Problem requirements:
Within the lines below, find those that hold the string "graph" and copy each one.

(Data entries)
════════════════════
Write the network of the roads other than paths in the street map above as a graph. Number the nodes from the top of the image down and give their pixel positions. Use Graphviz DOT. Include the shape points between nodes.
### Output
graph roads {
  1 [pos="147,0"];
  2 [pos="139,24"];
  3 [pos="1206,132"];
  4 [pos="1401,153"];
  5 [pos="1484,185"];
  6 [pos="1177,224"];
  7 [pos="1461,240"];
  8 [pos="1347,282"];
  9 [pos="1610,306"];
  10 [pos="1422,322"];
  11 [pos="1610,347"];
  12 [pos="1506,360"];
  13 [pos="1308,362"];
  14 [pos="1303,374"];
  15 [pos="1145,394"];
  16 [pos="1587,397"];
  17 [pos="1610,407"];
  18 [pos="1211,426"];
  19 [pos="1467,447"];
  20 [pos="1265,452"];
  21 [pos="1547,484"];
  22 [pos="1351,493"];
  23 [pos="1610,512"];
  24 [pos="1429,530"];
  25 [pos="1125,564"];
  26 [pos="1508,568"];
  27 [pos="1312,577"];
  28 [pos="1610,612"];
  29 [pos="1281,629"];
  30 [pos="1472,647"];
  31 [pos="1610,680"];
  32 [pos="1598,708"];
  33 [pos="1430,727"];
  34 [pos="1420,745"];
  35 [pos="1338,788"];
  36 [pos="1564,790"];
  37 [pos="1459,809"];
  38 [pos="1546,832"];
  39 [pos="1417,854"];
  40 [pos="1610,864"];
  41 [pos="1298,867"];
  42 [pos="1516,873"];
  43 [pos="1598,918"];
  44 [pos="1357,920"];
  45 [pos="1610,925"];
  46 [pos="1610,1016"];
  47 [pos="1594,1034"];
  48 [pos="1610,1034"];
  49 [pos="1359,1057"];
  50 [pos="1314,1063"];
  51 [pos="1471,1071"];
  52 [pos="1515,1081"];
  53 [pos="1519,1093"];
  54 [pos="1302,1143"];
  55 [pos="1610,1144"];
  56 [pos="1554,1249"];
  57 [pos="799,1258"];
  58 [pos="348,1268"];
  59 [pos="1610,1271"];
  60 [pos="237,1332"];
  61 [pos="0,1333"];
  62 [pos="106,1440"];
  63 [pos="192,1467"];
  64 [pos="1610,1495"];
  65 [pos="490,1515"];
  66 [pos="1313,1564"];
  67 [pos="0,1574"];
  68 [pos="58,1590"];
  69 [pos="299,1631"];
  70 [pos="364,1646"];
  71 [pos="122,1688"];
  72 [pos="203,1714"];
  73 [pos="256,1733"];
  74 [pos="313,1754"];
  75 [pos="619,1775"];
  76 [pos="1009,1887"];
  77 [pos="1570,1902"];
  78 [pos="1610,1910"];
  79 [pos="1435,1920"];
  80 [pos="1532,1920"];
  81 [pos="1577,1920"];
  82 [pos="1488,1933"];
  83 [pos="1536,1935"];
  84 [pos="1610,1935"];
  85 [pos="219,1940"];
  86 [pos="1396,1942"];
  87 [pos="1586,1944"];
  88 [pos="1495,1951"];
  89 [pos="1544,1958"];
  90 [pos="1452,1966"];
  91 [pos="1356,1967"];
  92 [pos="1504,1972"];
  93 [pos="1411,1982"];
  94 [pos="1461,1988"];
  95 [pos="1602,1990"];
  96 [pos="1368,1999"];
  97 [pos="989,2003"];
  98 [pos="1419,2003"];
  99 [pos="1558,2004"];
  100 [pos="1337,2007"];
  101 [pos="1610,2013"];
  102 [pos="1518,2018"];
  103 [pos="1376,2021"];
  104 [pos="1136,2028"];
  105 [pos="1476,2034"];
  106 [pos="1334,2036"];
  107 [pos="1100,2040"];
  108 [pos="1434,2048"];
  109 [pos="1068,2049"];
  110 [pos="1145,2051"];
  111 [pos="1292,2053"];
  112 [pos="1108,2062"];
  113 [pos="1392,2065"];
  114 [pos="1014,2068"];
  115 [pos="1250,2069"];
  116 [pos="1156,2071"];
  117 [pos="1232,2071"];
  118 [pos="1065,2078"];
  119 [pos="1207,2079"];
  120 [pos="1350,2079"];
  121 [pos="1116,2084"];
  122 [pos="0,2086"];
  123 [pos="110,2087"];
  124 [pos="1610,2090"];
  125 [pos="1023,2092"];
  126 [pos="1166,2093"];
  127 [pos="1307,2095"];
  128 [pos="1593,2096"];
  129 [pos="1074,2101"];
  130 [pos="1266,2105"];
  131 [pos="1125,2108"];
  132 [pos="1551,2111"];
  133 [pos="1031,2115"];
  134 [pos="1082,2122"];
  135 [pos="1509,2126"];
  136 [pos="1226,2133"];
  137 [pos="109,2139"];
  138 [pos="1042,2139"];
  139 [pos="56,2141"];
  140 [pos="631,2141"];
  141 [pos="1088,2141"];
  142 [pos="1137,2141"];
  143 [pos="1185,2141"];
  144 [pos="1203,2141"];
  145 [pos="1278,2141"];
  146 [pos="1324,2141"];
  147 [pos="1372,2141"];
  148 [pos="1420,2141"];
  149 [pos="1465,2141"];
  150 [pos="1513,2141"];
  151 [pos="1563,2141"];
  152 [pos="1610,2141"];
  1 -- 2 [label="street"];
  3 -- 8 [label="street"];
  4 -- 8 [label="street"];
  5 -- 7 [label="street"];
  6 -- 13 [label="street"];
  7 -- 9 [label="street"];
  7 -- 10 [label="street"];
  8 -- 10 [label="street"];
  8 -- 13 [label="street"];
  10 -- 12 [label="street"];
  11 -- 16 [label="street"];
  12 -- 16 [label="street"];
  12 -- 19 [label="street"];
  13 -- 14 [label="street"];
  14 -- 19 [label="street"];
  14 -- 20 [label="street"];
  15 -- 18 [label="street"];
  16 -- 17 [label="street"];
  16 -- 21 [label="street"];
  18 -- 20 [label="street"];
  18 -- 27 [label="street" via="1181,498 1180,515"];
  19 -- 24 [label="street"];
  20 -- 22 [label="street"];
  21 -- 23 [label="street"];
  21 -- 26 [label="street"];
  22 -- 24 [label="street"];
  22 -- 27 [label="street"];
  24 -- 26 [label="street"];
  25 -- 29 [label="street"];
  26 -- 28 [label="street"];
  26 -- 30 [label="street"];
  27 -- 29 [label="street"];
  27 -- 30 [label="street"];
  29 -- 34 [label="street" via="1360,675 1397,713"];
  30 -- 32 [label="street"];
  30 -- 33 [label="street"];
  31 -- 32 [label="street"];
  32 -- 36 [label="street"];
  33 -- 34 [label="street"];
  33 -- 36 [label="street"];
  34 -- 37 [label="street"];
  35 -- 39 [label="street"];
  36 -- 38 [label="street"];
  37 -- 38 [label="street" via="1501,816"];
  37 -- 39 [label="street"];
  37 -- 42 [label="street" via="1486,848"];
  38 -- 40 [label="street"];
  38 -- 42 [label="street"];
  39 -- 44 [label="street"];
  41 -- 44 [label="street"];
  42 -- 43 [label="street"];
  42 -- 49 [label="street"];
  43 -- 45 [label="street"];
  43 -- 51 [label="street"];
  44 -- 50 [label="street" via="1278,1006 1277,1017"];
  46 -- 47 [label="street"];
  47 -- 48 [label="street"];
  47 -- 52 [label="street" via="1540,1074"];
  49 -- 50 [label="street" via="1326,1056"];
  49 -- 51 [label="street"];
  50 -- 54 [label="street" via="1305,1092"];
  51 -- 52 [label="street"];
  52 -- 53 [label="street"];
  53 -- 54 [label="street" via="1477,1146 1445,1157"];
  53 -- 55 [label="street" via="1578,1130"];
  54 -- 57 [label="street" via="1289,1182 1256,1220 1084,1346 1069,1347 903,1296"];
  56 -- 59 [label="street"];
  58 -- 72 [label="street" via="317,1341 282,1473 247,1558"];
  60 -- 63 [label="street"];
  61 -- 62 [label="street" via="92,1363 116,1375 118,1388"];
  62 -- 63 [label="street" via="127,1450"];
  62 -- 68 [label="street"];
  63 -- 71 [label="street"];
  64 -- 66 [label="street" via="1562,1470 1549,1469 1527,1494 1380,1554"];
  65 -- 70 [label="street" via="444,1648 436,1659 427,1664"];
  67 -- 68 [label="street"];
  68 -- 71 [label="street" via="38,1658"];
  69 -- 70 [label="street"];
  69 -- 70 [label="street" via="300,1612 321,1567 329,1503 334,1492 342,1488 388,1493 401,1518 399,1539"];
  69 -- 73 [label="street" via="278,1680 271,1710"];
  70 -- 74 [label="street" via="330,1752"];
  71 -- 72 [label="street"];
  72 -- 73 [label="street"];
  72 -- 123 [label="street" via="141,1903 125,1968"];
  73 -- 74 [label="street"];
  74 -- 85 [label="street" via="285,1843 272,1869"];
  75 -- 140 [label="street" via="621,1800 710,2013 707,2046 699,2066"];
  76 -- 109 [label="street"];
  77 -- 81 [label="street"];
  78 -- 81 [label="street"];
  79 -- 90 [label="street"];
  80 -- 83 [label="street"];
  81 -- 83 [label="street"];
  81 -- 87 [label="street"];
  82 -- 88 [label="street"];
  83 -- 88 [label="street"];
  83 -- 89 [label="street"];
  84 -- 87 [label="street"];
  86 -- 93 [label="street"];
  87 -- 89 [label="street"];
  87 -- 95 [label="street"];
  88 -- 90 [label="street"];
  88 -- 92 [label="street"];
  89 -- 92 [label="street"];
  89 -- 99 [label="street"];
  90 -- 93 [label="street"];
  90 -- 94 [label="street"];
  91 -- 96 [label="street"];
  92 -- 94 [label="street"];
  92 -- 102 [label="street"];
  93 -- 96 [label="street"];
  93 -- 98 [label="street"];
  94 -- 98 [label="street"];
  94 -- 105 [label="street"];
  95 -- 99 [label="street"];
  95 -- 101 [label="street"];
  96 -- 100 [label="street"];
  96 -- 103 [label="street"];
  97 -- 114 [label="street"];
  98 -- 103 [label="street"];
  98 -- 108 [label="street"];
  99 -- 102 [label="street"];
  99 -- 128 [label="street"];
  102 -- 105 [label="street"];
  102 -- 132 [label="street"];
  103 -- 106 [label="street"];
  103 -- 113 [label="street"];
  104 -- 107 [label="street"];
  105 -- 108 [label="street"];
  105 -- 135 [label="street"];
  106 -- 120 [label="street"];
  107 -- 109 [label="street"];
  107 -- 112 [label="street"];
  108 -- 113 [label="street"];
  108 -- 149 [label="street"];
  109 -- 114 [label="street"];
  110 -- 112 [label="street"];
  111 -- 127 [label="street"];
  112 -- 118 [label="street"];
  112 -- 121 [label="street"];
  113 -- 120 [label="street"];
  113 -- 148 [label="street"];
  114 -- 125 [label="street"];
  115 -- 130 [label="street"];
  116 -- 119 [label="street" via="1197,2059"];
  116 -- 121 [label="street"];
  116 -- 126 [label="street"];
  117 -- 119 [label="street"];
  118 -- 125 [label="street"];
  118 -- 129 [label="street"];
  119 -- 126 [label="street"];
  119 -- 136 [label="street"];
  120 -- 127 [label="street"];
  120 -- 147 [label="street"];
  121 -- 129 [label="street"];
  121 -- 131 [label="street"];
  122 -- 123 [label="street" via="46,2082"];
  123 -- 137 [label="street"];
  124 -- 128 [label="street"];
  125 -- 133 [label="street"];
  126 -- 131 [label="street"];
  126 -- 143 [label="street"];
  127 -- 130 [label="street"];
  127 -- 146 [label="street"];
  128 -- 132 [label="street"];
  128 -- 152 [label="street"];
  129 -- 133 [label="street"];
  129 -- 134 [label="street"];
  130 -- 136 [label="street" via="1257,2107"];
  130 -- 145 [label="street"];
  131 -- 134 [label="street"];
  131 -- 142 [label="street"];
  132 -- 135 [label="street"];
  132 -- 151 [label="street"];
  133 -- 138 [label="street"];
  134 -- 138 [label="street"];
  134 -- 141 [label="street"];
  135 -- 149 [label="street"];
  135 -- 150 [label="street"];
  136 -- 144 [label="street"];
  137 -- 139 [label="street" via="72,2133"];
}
════════════════════
Answer area:
Write the network of the roads other than paths in the street map above as a graph. Number the nodes from the top of the image down and give their pixel positions. Use Graphviz DOT. Include the shape points between nodes.
graph roads {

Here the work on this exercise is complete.